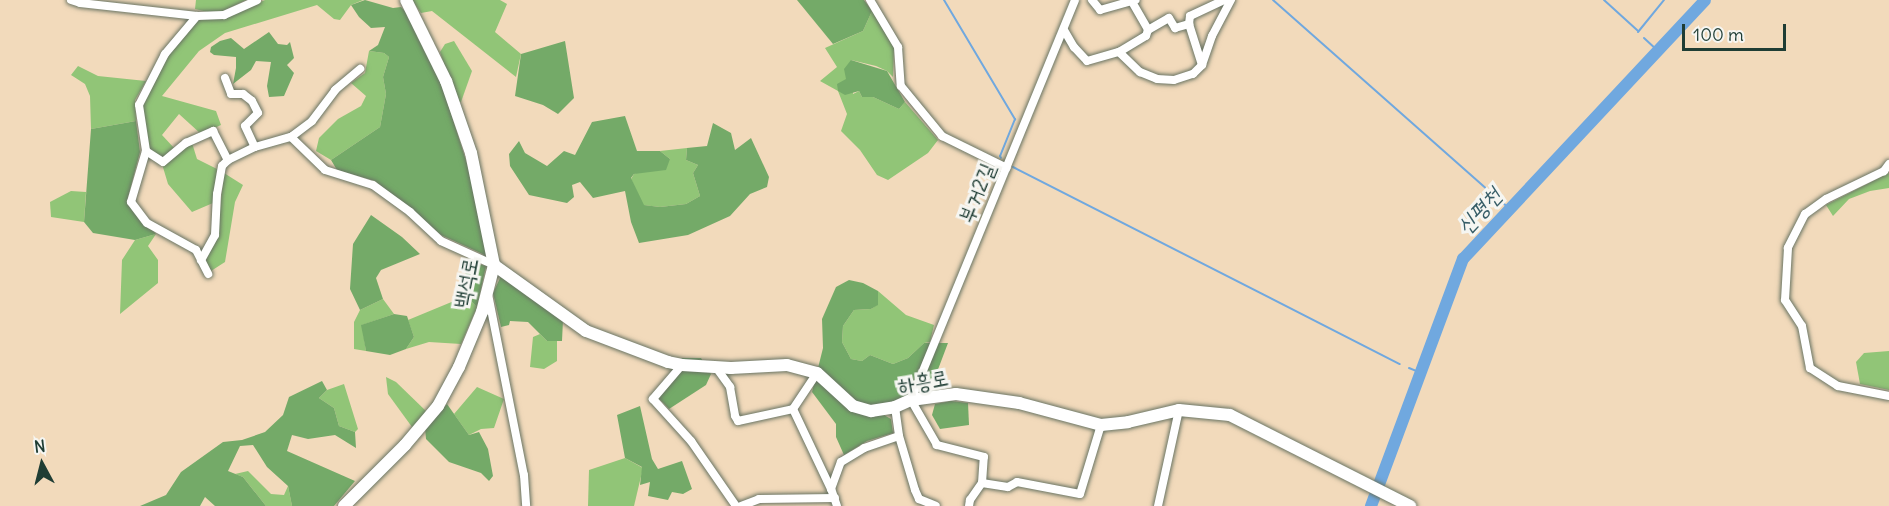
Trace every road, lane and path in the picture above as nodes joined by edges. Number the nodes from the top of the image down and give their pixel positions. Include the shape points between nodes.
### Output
1 (71, 0) edge
2 (257, 0) edge
3 (406, 0) edge
4 (870, 0) edge
5 (1075, 0) edge
6 (1092, 0) edge
7 (1133, 1) edge
8 (1228, 1) edge
9 (197, 16) junction
10 (1189, 24) junction
11 (1064, 30) junction
12 (1149, 30) junction
13 (1119, 52) junction
14 (1202, 65) junction
15 (360, 69) dead end
16 (225, 78) dead end
17 (291, 137) junction
18 (255, 147) junction
19 (146, 151) junction
20 (228, 160) junction
21 (1889, 164) edge
22 (1007, 168) junction
23 (201, 260) junction
24 (494, 265) junction
25 (208, 274) dead end
26 (488, 294) junction
27 (682, 365) junction
28 (715, 366) junction
29 (817, 373) junction
30 (1889, 396) edge
31 (911, 400) junction
32 (896, 407) junction
33 (793, 409) junction
34 (1179, 410) junction
35 (1101, 425) junction
36 (899, 436) junction
37 (982, 483) junction
38 (831, 489) junction
39 (836, 502) edge
40 (344, 506) edge
41 (526, 506) edge
42 (736, 506) edge
43 (741, 506) edge
44 (936, 506) edge
45 (969, 506) edge
46 (1158, 506) edge
47 (1410, 506) edge

1 - 9 street
2 - 9 street via 224,15
3 - 24 street, 백석로 via 446,81 471,153
4 - 22 street via 898,47 901,86 942,136
5 - 11 street, 부거2길
6 - 7 street via 1101,10
7 - 12 street
8 - 10 street via 1190,16
8 - 14 street
9 - 19 street via 165,54 139,105
10 - 12 street via 1175,28 1169,18
10 - 14 street
11 - 13 street via 1087,61
11 - 22 street, 부거2길
12 - 13 street via 1146,36
13 - 14 street via 1140,72 1157,79 1174,80 1193,74
15 - 17 street via 335,90 312,121
16 - 18 street via 231,94 243,94 258,113 245,126
17 - 18 street
17 - 24 street via 325,170 373,185 441,241
18 - 20 street
19 - 20 street via 163,162 186,143 213,131
19 - 23 street via 131,202 147,223 196,250
20 - 23 street via 222,166 217,194 215,235
21 - 30 street via 1884,171 1826,199 1805,214 1788,248 1785,300 1802,326 1810,368 1838,386
22 - 31 street, 부거2길
23 - 25 street
24 - 26 street, 백석로
24 - 27 street, 하흥로 via 586,332
26 - 40 street, 백석로 via 459,367 438,406
26 - 41 street via 524,474
27 - 28 street, 하흥로
27 - 42 street via 652,399 691,441
28 - 29 street, 하흥로 via 787,365
28 - 33 street via 730,387 738,421
29 - 32 street, 하흥로 via 853,406 871,411
29 - 33 street
31 - 32 street, 하흥로
31 - 35 street, 하흥로 via 956,394 1019,404
31 - 37 street via 937,445 984,457
32 - 36 street
33 - 38 street
34 - 35 street, 하흥로
34 - 46 street
34 - 47 street, 하흥로 via 1230,415
35 - 37 street via 1080,494 1017,482 1008,487
36 - 38 street via 864,448 842,462
36 - 44 street via 919,499
37 - 45 street
38 - 39 street
39 - 43 street via 759,499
———
→ Your assignment
Output the records above exactly as they are, leaving out the pictures.

→ Output
Trace every road, lane and path in the picture above as nodes joined by edges. Number the nodes from the top of the image down and give their pixel positions. Include the shape points between nodes.
### Output
1 (71, 0) edge
2 (257, 0) edge
3 (406, 0) edge
4 (870, 0) edge
5 (1075, 0) edge
6 (1092, 0) edge
7 (1133, 1) edge
8 (1228, 1) edge
9 (197, 16) junction
10 (1189, 24) junction
11 (1064, 30) junction
12 (1149, 30) junction
13 (1119, 52) junction
14 (1202, 65) junction
15 (360, 69) dead end
16 (225, 78) dead end
17 (291, 137) junction
18 (255, 147) junction
19 (146, 151) junction
20 (228, 160) junction
21 (1889, 164) edge
22 (1007, 168) junction
23 (201, 260) junction
24 (494, 265) junction
25 (208, 274) dead end
26 (488, 294) junction
27 (682, 365) junction
28 (715, 366) junction
29 (817, 373) junction
30 (1889, 396) edge
31 (911, 400) junction
32 (896, 407) junction
33 (793, 409) junction
34 (1179, 410) junction
35 (1101, 425) junction
36 (899, 436) junction
37 (982, 483) junction
38 (831, 489) junction
39 (836, 502) edge
40 (344, 506) edge
41 (526, 506) edge
42 (736, 506) edge
43 (741, 506) edge
44 (936, 506) edge
45 (969, 506) edge
46 (1158, 506) edge
47 (1410, 506) edge

1 - 9 street
2 - 9 street via 224,15
3 - 24 street, 백석로 via 446,81 471,153
4 - 22 street via 898,47 901,86 942,136
5 - 11 street, 부거2길
6 - 7 street via 1101,10
7 - 12 street
8 - 10 street via 1190,16
8 - 14 street
9 - 19 street via 165,54 139,105
10 - 12 street via 1175,28 1169,18
10 - 14 street
11 - 13 street via 1087,61
11 - 22 street, 부거2길
12 - 13 street via 1146,36
13 - 14 street via 1140,72 1157,79 1174,80 1193,74
15 - 17 street via 335,90 312,121
16 - 18 street via 231,94 243,94 258,113 245,126
17 - 18 street
17 - 24 street via 325,170 373,185 441,241
18 - 20 street
19 - 20 street via 163,162 186,143 213,131
19 - 23 street via 131,202 147,223 196,250
20 - 23 street via 222,166 217,194 215,235
21 - 30 street via 1884,171 1826,199 1805,214 1788,248 1785,300 1802,326 1810,368 1838,386
22 - 31 street, 부거2길
23 - 25 street
24 - 26 street, 백석로
24 - 27 street, 하흥로 via 586,332
26 - 40 street, 백석로 via 459,367 438,406
26 - 41 street via 524,474
27 - 28 street, 하흥로
27 - 42 street via 652,399 691,441
28 - 29 street, 하흥로 via 787,365
28 - 33 street via 730,387 738,421
29 - 32 street, 하흥로 via 853,406 871,411
29 - 33 street
31 - 32 street, 하흥로
31 - 35 street, 하흥로 via 956,394 1019,404
31 - 37 street via 937,445 984,457
32 - 36 street
33 - 38 street
34 - 35 street, 하흥로
34 - 46 street
34 - 47 street, 하흥로 via 1230,415
35 - 37 street via 1080,494 1017,482 1008,487
36 - 38 street via 864,448 842,462
36 - 44 street via 919,499
37 - 45 street
38 - 39 street
39 - 43 street via 759,499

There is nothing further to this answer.